Parse a .proto file

3.670 visualizzazioni
Passa al primo messaggio da leggere

Pradeep Gollakota

da leggere,
29 ott 2014, 22:53:4029/10/14
a prot...@googlegroups.com
Hi Protobuf gurus,

I'm trying to parse a .proto file in Java to use with DynamicMessages. Is this possible or does it have to be compiled to a "descriptor set" file first before this can be done?

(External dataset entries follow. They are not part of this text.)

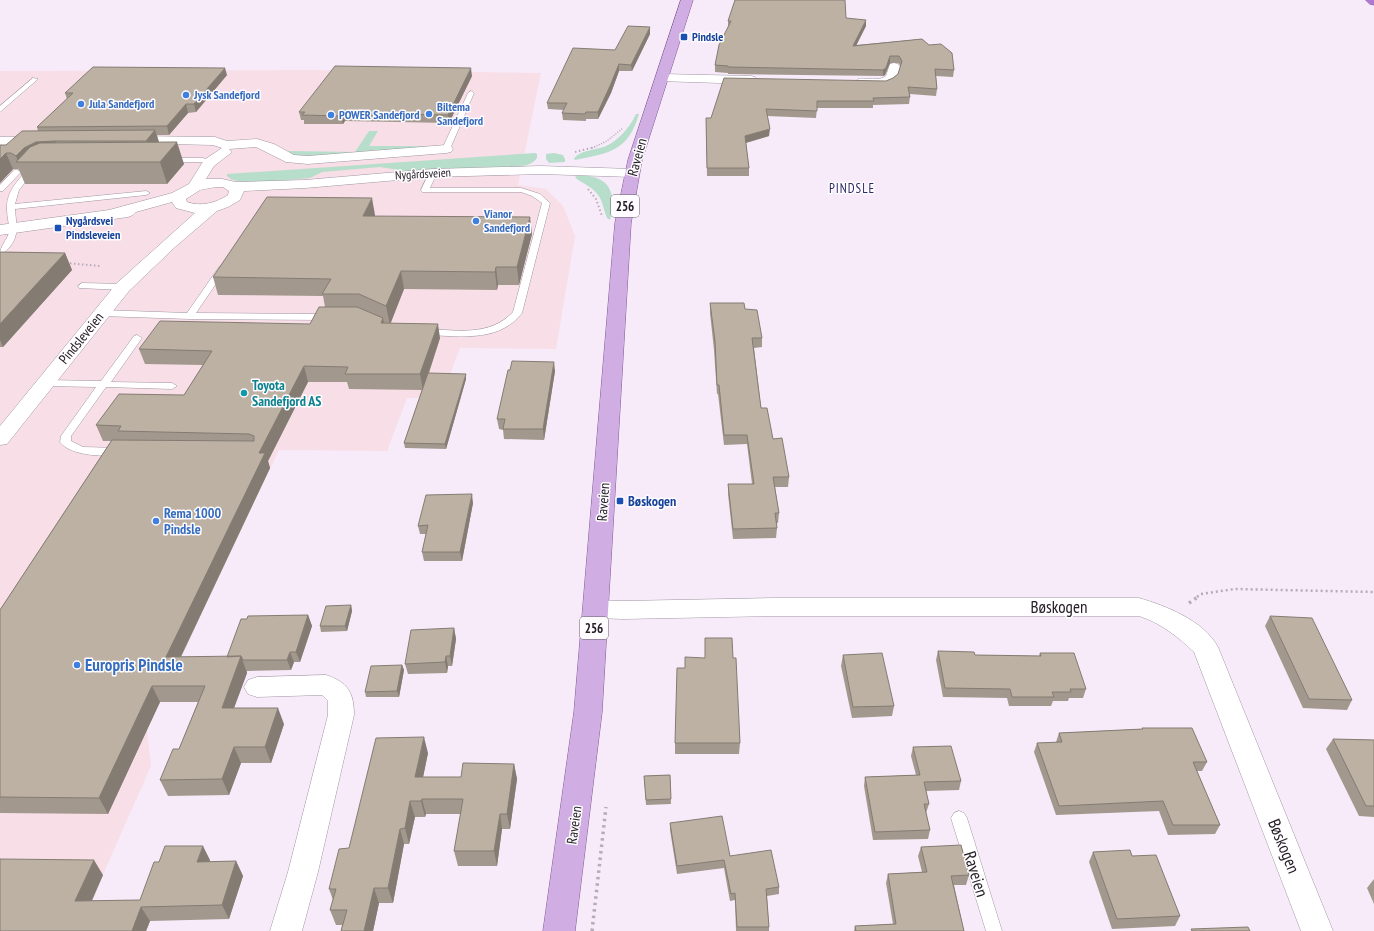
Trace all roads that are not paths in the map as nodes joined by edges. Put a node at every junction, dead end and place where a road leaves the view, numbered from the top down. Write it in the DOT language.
graph roads {
  1 [pos="687,0"];
  2 [pos="894,67"];
  3 [pos="662,78"];
  4 [pos="35,79"];
  5 [pos="765,80"];
  6 [pos="847,82"];
  7 [pos="471,93"];
  8 [pos="0,110"];
  9 [pos="115,140"];
  10 [pos="0,141"];
  11 [pos="54,141"];
  12 [pos="225,149"];
  13 [pos="446,149"];
  14 [pos="156,160"];
  15 [pos="203,160"];
  16 [pos="41,163"];
  17 [pos="633,167"];
  18 [pos="16,172"];
  19 [pos="433,173"];
  20 [pos="219,183"];
  21 [pos="194,187"];
  22 [pos="0,189"];
  23 [pos="235,192"];
  24 [pos="146,193"];
  25 [pos="184,203"];
  26 [pos="11,207"];
  27 [pos="212,207"];
  28 [pos="7,229"];
  29 [pos="169,244"];
  30 [pos="0,252"];
  31 [pos="226,264"];
  32 [pos="82,286"];
  33 [pos="124,287"];
  34 [pos="100,313"];
  35 [pos="190,316"];
  36 [pos="340,317"];
  37 [pos="415,331"];
  38 [pos="137,338"];
  39 [pos="44,383"];
  40 [pos="102,385"];
  41 [pos="172,386"];
  42 [pos="0,439"];
  43 [pos="129,451"];
  44 [pos="596,609"];
  45 [pos="256,687"];
  46 [pos="959,818"];
  47 [pos="286,931"];
  48 [pos="559,931"];
  49 [pos="994,931"];
  50 [pos="1317,931"];
  1 -- 3 [label="main road, Raveien / 256"];
  2 -- 6 [label="street"];
  3 -- 5 [label="street"];
  3 -- 17 [label="main road, Raveien / 256"];
  4 -- 8 [label="lane"];
  7 -- 13 [label="lane"];
  9 -- 12 [label="street, Nygårdsveien"];
  10 -- 11 [label="street"];
  12 -- 13 [label="street, Nygårdsveien"];
  12 -- 20 [label="street"];
  12 -- 21 [label="street"];
  14 -- 15 [label="lane"];
  16 -- 26 [label="lane"];
  17 -- 19 [label="street, Nygårdsveien"];
  17 -- 44 [label="main road, Raveien / 256"];
  18 -- 22 [label="lane"];
  19 -- 23 [label="street, Nygårdsveien"];
  19 -- 37 [label="lane"];
  20 -- 21 [label="street"];
  20 -- 23 [label="street"];
  21 -- 25 [label="street"];
  23 -- 27 [label="street"];
  24 -- 26 [label="lane"];
  25 -- 27 [label="street"];
  25 -- 28 [label="street"];
  25 -- 29 [label="street, Pindsleveien"];
  26 -- 28 [label="lane"];
  27 -- 29 [label="street, Pindsleveien"];
  28 -- 30 [label="lane"];
  29 -- 33 [label="street, Pindsleveien"];
  31 -- 35 [label="lane"];
  32 -- 33 [label="lane"];
  33 -- 34 [label="street, Pindsleveien"];
  34 -- 35 [label="lane"];
  34 -- 39 [label="street, Pindsleveien"];
  35 -- 36 [label="lane"];
  38 -- 40 [label="lane"];
  39 -- 40 [label="lane"];
  39 -- 42 [label="street, Pindsleveien"];
  40 -- 41 [label="lane"];
  40 -- 43 [label="lane"];
  44 -- 48 [label="main road, Raveien / 256"];
  44 -- 50 [label="street, Bøskogen"];
  45 -- 47 [label="street"];
  46 -- 49 [label="lane, Raveien"];
}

I have a use case where I need to parse messages without having the corresponding precompiled classes in Java. So the DynamicMessage seems to be the correct fit, but I'm not sure how I can generate the DescriptorSet from the ".proto" definition.

Thanks in advance,
Pradeep

Oliver Jowett

da leggere,
30 ott 2014, 17:41:1930/10/14
a Pradeep Gollakota, Protocol Buffers
On 30 October 2014 02:53, Pradeep Gollakota <prade...@gmail.com> wrote:

> I have a use case where I need to parse messages without having the
> corresponding precompiled classes in Java. So the DynamicMessage seems to be
> the correct fit, but I'm not sure how I can generate the DescriptorSet from
> the ".proto" definition.

protoc --descriptor_set_out=FILE ?

Oliver

Pradeep Gollakota

da leggere,
31 ott 2014, 13:56:4031/10/14
a prot...@googlegroups.com, prade...@gmail.com
Hi Oliver,

Thanks for the response! I guess my question wasn't quite clear. In my java code I have a string which contains the content of a .proto file. Given this string, how can I create an instance of a Descriptor class so I can do DynamicMessage parsing.

Thanks!
- Pradeep

Oliver Jowett

da leggere,
31 ott 2014, 14:39:2731/10/14
a Pradeep Gollakota, Protocol Buffers
Basically, you can't do that in pure Java - the compiler is a C++
binary, there is no Java version.

Still, working with the output of --descriptor_set_out is probably the
way to go here. If you have the .proto file ahead of time, you can
pregenerate the descriptor output at build time and store it instead
of the .proto file. If you don't have the .proto file ahead of time
(and you can't redesign - this is not a good design) then you could
run the compiler at runtime and read the output. Either way, now you
have a parsed version of the message format as a protobuf-encoded
message that you can read into your Java program and extract the
Descriptors you need.

If you're looking at a selfdescribing message format, then I'd go with
using the parsed descriptors as your format description, not the text
.proto file.

Oliver
> --
> You received this message because you are subscribed to the Google Groups
> "Protocol Buffers" group.
> To unsubscribe from this group and stop receiving emails from it, send an
> email to protobuf+u...@googlegroups.com.
> To post to this group, send email to prot...@googlegroups.com.
> Visit this group at http://groups.google.com/group/protobuf.
> For more options, visit https://groups.google.com/d/optout.

Pradeep Gollakota

da leggere,
31 ott 2014, 17:10:3731/10/14
a prot...@googlegroups.com, prade...@gmail.com

Ok… awesome… I do have the .proto’s ahead of time, so I can have them compiled to the .desc files and store those.

Here’s my .proto file:

package com.lithum.pbnj;

import "google/protobuf/descriptor.proto";

option java_package = "com.lithium.pbnj";

extend google.protobuf.FieldOptions {
    optional bool isPii = 50101;
}

message MessagePublish {
    required string uuid = 1;
    required int64 timestamp = 2;
    required int64 message_uid = 3;
    required string message_content = 4;
    required int64 message_author_uid = 5;
    optional string email = 6 [(isPii) = true];
}

I compiled this .proto file into a .desc file using the command you gave me. I’m now trying to parse a DynamicMessage from the .desc file. Here’s the code I have so far.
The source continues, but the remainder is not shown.